To do: One part of the entries below is wanted: the lines from the one containing "thumb tip: (396, 283)" through the one containing "thumb cmc: (306, 303)". Write those out exactly and nothing else.

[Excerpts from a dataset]

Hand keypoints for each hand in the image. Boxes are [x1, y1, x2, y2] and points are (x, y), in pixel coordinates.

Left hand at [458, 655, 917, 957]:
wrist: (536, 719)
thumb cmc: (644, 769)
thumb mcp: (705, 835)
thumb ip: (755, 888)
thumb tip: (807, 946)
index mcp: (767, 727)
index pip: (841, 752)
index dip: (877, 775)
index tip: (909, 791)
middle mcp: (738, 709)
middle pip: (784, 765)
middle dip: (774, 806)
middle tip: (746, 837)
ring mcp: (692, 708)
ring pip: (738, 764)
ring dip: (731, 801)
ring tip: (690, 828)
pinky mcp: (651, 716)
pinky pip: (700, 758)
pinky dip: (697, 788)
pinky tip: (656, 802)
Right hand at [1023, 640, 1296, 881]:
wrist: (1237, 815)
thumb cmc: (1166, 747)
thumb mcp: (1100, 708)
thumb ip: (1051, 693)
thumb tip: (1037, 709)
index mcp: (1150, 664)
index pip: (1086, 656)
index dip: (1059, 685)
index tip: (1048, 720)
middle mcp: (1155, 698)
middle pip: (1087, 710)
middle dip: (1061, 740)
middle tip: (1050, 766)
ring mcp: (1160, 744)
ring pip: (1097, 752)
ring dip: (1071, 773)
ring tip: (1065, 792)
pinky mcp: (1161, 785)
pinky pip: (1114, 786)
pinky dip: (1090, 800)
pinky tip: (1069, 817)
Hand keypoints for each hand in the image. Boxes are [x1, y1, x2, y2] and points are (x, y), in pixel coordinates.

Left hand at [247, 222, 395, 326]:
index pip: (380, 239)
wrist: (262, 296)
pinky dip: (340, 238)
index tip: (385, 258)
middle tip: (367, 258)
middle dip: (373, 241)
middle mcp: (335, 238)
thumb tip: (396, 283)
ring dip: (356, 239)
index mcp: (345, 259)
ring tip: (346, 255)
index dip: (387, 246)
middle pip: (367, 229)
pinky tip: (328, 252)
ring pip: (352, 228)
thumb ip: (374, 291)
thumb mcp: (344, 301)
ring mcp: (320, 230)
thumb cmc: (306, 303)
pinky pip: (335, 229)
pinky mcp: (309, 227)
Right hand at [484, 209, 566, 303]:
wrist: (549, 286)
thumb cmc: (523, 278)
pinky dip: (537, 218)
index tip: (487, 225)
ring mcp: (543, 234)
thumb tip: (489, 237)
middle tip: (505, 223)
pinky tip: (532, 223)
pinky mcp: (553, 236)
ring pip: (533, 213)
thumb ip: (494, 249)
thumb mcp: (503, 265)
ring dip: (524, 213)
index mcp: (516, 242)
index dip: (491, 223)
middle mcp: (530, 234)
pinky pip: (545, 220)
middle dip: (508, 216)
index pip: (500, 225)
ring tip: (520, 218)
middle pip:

Result of the task:
thumb tip: (396, 283)
ring dip: (356, 239)
index mcp: (345, 259)
ring tip: (346, 255)
index dip: (387, 246)
middle pip: (367, 229)
pinky tip: (328, 252)
ring pip: (352, 228)
thumb ip: (374, 291)
thumb mcp: (344, 301)
ring mcp: (320, 230)
thumb cmc: (306, 303)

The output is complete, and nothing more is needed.